Work instruction:
Only one span of the listing below should come back. It runs from the line with "cairo_arc(cr, x + r, y + h" through the line with "static void draw(cairo_t", and each of its lines must be reproduced exactly.

Dataset records:
- Opening Delimiter -
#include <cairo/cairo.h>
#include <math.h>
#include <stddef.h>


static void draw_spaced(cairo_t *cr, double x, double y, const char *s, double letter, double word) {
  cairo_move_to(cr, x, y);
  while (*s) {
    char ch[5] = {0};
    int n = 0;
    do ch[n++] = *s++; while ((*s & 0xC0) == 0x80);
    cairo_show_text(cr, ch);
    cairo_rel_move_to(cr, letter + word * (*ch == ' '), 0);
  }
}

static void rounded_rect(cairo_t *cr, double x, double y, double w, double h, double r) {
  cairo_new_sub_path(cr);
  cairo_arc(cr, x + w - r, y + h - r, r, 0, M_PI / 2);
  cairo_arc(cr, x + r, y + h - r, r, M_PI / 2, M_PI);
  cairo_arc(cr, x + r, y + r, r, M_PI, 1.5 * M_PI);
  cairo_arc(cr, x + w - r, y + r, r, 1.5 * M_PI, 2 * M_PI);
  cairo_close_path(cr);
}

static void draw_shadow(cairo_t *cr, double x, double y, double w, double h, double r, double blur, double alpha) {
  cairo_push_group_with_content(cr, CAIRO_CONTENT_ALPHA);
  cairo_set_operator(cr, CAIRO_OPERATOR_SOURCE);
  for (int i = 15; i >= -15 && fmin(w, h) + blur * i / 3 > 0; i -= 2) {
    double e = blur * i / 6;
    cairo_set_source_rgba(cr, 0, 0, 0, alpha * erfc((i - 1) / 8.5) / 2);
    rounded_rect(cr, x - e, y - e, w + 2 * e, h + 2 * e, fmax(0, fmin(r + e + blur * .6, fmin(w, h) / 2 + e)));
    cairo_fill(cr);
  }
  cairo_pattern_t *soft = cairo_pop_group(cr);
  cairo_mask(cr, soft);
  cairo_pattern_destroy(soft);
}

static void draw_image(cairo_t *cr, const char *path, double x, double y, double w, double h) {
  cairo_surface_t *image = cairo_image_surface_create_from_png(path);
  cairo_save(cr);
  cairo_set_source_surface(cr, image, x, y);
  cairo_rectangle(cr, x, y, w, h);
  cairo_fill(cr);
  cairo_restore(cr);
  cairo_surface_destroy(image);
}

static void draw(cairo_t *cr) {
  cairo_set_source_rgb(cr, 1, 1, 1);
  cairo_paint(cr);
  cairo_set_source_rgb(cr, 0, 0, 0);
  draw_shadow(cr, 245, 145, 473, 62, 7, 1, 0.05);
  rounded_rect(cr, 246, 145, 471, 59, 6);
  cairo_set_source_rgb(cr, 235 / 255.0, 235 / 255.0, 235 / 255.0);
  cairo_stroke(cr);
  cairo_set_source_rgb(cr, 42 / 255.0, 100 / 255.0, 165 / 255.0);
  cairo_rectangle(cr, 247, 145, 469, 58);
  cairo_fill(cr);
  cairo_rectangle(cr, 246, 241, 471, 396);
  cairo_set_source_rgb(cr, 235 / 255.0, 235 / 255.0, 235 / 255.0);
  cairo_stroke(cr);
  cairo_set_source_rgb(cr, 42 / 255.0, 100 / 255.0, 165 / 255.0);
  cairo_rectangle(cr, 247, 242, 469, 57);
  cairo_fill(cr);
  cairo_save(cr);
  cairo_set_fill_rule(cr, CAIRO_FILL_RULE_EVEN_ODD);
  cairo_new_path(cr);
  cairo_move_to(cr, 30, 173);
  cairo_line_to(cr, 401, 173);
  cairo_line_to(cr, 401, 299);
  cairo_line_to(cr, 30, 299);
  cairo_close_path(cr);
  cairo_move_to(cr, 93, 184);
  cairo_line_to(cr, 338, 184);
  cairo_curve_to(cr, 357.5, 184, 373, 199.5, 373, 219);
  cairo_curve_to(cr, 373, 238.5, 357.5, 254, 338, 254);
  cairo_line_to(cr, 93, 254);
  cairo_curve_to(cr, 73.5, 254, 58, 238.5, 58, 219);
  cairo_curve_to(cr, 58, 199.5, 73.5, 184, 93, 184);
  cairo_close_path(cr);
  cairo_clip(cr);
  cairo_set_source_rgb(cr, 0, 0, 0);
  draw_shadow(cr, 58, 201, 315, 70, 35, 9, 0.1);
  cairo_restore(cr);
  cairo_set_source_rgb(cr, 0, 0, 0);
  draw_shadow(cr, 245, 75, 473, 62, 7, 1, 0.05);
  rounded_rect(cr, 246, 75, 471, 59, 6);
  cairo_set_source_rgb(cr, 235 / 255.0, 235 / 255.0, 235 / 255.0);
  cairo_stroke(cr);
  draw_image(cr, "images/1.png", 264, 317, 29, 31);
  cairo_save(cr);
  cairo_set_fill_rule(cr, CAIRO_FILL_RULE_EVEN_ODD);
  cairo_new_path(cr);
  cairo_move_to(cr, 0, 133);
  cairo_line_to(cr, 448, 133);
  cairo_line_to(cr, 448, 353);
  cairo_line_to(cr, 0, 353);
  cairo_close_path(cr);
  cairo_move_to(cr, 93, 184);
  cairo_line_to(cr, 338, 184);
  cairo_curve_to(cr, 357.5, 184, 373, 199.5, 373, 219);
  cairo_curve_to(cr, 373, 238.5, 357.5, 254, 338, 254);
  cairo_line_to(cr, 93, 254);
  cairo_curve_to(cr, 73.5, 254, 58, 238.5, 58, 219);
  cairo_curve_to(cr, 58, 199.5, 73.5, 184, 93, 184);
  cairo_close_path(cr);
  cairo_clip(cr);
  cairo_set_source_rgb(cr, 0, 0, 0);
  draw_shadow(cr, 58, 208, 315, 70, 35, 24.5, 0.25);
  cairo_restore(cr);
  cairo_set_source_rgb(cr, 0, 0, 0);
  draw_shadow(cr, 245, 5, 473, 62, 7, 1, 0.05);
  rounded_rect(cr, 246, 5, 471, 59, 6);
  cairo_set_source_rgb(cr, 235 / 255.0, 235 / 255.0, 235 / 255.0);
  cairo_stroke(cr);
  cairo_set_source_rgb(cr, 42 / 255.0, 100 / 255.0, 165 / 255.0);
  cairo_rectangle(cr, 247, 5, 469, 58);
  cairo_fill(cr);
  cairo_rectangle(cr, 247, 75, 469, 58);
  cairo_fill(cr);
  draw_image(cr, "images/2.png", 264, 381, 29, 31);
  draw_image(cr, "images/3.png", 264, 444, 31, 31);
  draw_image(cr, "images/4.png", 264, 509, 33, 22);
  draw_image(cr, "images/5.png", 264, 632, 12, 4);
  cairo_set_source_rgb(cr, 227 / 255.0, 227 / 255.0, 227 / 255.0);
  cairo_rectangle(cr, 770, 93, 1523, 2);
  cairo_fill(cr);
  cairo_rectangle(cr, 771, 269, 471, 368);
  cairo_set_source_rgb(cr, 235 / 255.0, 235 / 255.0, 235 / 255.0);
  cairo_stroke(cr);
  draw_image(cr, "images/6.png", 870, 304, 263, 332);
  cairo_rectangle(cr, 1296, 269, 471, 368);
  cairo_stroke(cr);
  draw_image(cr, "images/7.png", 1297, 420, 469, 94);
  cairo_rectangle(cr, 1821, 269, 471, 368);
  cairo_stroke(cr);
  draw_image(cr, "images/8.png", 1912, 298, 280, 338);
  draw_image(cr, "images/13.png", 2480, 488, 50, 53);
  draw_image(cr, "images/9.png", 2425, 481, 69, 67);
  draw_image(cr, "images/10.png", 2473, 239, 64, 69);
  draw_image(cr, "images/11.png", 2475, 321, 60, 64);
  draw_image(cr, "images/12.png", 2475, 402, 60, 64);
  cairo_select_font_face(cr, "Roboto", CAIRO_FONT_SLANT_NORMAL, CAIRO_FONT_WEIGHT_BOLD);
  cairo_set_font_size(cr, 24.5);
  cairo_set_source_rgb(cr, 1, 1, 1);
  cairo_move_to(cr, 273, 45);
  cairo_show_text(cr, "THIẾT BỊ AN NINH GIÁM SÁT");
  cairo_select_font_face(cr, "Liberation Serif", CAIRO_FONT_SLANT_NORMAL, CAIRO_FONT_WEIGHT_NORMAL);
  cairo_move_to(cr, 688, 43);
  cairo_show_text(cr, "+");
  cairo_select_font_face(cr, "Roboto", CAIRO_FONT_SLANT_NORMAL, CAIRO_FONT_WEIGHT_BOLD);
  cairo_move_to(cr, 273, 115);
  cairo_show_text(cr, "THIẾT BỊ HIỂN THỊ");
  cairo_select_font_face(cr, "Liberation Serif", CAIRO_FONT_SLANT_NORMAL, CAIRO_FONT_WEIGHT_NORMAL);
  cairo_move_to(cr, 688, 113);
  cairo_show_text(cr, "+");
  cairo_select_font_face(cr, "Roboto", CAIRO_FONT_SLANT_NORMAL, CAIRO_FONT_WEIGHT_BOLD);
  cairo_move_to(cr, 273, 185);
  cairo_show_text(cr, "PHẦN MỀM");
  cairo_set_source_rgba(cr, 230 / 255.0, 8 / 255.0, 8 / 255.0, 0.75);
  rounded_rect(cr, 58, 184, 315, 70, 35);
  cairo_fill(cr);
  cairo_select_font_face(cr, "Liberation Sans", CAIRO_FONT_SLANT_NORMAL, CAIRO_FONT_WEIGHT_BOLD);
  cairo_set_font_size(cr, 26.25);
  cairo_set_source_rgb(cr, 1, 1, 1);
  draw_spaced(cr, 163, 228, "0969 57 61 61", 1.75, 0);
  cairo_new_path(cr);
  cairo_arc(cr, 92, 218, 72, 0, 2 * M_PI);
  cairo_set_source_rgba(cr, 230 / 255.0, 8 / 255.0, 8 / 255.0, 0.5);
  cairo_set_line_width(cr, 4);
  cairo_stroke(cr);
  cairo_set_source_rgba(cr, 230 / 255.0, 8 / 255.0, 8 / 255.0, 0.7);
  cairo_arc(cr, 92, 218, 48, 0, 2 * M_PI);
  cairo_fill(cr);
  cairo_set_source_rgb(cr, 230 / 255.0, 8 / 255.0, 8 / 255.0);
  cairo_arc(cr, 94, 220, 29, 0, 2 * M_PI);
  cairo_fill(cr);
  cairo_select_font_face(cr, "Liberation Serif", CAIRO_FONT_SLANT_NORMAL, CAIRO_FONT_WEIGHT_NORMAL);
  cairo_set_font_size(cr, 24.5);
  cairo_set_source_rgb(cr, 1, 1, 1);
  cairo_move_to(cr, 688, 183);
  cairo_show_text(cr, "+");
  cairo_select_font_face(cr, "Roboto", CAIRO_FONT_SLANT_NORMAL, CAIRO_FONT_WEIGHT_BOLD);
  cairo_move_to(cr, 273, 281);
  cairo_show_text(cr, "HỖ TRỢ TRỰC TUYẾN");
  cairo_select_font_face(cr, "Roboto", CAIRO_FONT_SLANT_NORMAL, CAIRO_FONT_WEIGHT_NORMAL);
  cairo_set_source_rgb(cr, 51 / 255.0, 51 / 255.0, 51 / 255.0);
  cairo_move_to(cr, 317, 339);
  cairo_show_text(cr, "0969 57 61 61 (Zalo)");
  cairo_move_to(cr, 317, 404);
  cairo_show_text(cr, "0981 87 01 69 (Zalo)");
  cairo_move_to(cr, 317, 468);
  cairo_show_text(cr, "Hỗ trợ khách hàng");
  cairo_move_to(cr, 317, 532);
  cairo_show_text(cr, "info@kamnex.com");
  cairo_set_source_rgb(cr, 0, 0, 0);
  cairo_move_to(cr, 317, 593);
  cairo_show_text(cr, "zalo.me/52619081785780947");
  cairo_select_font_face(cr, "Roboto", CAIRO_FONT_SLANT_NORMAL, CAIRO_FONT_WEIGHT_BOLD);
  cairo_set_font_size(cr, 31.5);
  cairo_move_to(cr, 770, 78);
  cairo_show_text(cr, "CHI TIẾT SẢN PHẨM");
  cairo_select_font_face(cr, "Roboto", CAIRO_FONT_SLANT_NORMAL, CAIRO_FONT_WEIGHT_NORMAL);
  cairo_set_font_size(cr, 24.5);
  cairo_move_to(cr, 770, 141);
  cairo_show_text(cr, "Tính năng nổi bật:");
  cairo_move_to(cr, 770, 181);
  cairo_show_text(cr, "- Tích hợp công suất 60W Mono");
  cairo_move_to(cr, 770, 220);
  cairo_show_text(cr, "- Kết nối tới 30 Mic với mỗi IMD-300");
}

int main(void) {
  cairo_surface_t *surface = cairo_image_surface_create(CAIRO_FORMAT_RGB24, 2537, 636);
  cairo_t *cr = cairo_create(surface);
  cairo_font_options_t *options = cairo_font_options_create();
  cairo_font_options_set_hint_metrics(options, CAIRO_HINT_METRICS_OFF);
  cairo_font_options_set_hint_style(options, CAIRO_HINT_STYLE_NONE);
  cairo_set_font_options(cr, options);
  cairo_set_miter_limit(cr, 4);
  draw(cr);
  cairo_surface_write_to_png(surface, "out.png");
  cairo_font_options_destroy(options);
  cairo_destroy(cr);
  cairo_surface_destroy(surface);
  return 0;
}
- Closing Delimiter -
Written reply:
  cairo_arc(cr, x + r, y + h - r, r, M_PI / 2, M_PI);
  cairo_arc(cr, x + r, y + r, r, M_PI, 1.5 * M_PI);
  cairo_arc(cr, x + w - r, y + r, r, 1.5 * M_PI, 2 * M_PI);
  cairo_close_path(cr);
}

static void draw_shadow(cairo_t *cr, double x, double y, double w, double h, double r, double blur, double alpha) {
  cairo_push_group_with_content(cr, CAIRO_CONTENT_ALPHA);
  cairo_set_operator(cr, CAIRO_OPERATOR_SOURCE);
  for (int i = 15; i >= -15 && fmin(w, h) + blur * i / 3 > 0; i -= 2) {
    double e = blur * i / 6;
    cairo_set_source_rgba(cr, 0, 0, 0, alpha * erfc((i - 1) / 8.5) / 2);
    rounded_rect(cr, x - e, y - e, w + 2 * e, h + 2 * e, fmax(0, fmin(r + e + blur * .6, fmin(w, h) / 2 + e)));
    cairo_fill(cr);
  }
  cairo_pattern_t *soft = cairo_pop_group(cr);
  cairo_mask(cr, soft);
  cairo_pattern_destroy(soft);
}

static void draw_image(cairo_t *cr, const char *path, double x, double y, double w, double h) {
  cairo_surface_t *image = cairo_image_surface_create_from_png(path);
  cairo_save(cr);
  cairo_set_source_surface(cr, image, x, y);
  cairo_rectangle(cr, x, y, w, h);
  cairo_fill(cr);
  cairo_restore(cr);
  cairo_surface_destroy(image);
}

static void draw(cairo_t *cr) {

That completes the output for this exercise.